(Stored items)

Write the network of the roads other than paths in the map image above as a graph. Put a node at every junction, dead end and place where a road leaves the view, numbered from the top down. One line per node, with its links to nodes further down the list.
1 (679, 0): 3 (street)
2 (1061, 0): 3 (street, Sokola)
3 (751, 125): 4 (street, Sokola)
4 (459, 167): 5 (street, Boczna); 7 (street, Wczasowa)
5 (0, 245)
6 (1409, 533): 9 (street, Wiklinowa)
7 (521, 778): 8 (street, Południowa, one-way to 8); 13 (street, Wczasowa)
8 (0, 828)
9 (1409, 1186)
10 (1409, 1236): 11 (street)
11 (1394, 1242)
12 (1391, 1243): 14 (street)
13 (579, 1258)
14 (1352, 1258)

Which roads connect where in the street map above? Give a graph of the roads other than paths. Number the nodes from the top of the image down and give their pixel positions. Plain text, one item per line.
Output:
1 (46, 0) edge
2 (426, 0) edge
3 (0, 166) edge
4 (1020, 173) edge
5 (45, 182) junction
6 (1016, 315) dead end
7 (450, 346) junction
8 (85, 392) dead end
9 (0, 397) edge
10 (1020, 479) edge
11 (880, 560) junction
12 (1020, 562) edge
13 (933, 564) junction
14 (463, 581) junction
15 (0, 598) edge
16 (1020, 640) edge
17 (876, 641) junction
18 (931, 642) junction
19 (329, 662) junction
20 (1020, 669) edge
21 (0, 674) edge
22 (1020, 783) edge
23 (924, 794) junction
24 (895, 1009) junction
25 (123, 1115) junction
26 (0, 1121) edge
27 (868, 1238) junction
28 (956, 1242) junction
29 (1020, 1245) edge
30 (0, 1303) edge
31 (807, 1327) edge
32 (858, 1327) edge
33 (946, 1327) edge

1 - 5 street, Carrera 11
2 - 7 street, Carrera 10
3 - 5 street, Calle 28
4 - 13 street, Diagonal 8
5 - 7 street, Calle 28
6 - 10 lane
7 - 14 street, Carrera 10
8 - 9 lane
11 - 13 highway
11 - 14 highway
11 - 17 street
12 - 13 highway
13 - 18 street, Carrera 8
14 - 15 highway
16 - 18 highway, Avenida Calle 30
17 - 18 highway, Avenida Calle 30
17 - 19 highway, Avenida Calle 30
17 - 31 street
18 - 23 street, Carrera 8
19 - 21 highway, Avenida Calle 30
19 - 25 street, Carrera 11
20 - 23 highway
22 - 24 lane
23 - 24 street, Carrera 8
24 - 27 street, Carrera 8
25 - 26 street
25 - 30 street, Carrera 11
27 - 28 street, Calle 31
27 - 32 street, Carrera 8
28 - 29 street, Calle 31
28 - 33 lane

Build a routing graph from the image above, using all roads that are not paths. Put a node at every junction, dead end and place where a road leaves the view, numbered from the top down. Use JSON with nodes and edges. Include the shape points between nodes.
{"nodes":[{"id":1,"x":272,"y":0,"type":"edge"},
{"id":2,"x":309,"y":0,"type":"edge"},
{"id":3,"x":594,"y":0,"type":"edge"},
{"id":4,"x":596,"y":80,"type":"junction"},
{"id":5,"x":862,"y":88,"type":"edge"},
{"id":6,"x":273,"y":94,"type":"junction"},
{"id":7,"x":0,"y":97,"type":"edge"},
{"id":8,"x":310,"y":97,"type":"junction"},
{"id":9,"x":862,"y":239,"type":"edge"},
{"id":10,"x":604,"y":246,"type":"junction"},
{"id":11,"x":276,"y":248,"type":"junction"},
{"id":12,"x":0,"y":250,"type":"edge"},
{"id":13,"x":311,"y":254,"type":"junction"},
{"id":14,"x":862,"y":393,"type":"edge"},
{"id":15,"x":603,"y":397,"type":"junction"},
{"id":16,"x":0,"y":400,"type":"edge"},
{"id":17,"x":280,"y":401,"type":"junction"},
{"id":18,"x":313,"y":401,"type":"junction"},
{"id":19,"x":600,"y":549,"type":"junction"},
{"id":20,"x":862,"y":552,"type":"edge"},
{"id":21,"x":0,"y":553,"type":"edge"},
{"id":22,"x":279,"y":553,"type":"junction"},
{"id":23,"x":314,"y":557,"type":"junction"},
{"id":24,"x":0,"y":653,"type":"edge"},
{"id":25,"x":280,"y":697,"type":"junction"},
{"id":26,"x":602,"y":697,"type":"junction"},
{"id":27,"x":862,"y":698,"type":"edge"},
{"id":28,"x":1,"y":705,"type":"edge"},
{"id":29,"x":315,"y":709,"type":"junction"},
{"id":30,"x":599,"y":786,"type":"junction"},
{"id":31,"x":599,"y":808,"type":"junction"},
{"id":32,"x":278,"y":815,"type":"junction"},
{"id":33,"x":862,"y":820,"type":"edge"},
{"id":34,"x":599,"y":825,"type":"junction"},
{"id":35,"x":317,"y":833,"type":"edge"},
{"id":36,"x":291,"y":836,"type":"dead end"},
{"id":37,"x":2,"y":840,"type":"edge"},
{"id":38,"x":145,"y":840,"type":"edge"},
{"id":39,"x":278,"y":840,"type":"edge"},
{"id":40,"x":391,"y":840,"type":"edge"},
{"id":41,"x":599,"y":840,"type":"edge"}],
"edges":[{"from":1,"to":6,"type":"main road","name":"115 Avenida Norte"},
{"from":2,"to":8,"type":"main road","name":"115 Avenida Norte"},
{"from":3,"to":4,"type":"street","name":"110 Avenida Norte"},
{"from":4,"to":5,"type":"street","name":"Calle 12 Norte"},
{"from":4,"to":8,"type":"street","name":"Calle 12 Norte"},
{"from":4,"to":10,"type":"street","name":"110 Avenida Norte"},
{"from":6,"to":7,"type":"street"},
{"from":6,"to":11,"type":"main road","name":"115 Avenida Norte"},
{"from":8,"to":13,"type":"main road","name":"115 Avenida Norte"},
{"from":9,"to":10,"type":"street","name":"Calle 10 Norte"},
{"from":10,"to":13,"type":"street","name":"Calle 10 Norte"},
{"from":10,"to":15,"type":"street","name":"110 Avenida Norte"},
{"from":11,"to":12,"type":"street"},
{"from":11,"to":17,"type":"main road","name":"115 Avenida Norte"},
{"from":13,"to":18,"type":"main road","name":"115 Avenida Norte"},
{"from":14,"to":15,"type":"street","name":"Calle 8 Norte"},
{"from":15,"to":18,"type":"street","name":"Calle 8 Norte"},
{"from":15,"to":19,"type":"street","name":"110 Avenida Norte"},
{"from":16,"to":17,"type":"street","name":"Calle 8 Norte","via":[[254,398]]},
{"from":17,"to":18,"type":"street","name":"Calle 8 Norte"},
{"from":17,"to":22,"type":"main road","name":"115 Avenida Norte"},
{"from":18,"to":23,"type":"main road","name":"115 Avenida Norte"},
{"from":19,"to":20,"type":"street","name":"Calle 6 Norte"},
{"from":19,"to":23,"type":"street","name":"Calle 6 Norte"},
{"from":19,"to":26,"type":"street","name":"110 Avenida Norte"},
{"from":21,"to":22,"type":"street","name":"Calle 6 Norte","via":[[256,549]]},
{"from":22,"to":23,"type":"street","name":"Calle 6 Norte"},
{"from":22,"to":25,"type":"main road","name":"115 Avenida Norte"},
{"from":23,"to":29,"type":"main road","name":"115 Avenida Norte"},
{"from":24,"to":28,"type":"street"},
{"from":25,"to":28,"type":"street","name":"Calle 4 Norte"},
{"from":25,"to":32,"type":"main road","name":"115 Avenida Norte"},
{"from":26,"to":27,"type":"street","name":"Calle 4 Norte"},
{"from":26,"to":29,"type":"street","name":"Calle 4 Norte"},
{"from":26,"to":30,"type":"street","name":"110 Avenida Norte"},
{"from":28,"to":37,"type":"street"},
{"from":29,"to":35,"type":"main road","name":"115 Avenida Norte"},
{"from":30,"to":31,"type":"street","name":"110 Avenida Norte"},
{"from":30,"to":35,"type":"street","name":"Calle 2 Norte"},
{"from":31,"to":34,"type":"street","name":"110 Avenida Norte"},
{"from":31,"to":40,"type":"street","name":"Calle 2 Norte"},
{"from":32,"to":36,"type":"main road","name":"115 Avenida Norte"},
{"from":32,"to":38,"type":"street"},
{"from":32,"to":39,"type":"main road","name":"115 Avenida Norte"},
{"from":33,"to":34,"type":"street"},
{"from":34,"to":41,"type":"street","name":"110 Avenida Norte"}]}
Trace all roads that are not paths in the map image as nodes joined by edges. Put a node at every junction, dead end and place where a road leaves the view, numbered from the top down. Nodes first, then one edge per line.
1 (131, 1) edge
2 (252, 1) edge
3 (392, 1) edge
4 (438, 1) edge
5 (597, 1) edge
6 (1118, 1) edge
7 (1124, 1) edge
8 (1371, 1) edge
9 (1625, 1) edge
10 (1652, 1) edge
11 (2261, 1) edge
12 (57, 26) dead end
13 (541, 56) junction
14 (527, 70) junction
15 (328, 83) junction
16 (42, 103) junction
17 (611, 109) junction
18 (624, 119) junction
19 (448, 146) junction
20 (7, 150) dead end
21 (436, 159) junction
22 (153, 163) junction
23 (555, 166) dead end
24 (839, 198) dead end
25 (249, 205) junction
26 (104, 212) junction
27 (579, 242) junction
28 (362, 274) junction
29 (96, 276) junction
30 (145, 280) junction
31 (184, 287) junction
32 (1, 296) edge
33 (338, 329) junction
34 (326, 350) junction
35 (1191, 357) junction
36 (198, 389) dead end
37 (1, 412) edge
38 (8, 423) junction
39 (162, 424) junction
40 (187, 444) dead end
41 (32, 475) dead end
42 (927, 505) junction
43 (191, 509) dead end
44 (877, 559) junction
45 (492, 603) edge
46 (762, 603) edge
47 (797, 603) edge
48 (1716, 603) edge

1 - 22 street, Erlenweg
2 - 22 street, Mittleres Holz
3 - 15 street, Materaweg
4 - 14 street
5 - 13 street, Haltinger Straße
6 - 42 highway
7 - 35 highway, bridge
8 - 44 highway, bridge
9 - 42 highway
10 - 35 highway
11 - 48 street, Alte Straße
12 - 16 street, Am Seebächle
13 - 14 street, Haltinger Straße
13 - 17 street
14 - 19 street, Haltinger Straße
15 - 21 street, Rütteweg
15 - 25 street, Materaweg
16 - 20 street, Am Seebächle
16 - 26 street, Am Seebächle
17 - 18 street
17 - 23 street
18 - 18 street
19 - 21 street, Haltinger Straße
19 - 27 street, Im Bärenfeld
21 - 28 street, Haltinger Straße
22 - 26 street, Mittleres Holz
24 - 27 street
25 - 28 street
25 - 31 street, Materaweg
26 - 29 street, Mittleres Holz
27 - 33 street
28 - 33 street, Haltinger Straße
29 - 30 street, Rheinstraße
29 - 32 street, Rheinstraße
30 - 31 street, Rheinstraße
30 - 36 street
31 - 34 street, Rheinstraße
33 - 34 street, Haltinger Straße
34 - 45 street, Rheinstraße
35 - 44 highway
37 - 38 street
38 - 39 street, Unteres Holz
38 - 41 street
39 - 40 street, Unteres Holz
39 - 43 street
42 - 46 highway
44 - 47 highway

-- Action item --
The reply should hold only the lines from the top of the records through the line that has "Which roads connect", each one exact.

-- Task response --
Write the network of the roads other than paths in the map image above as a graph. Put a node at every junction, dead end and place where a road leaves the view, numbered from the top down. One line per node, with its links to nodes further down the list.
1 (679, 0): 3 (street)
2 (1061, 0): 3 (street, Sokola)
3 (751, 125): 4 (street, Sokola)
4 (459, 167): 5 (street, Boczna); 7 (street, Wczasowa)
5 (0, 245)
6 (1409, 533): 9 (street, Wiklinowa)
7 (521, 778): 8 (street, Południowa, one-way to 8); 13 (street, Wczasowa)
8 (0, 828)
9 (1409, 1186)
10 (1409, 1236): 11 (street)
11 (1394, 1242)
12 (1391, 1243): 14 (street)
13 (579, 1258)
14 (1352, 1258)

Which roads connect where in the street map above? Give a graph of the roads other than paths. Number the nodes from the top of the image down and give their pixel positions. Plain text, one item per line.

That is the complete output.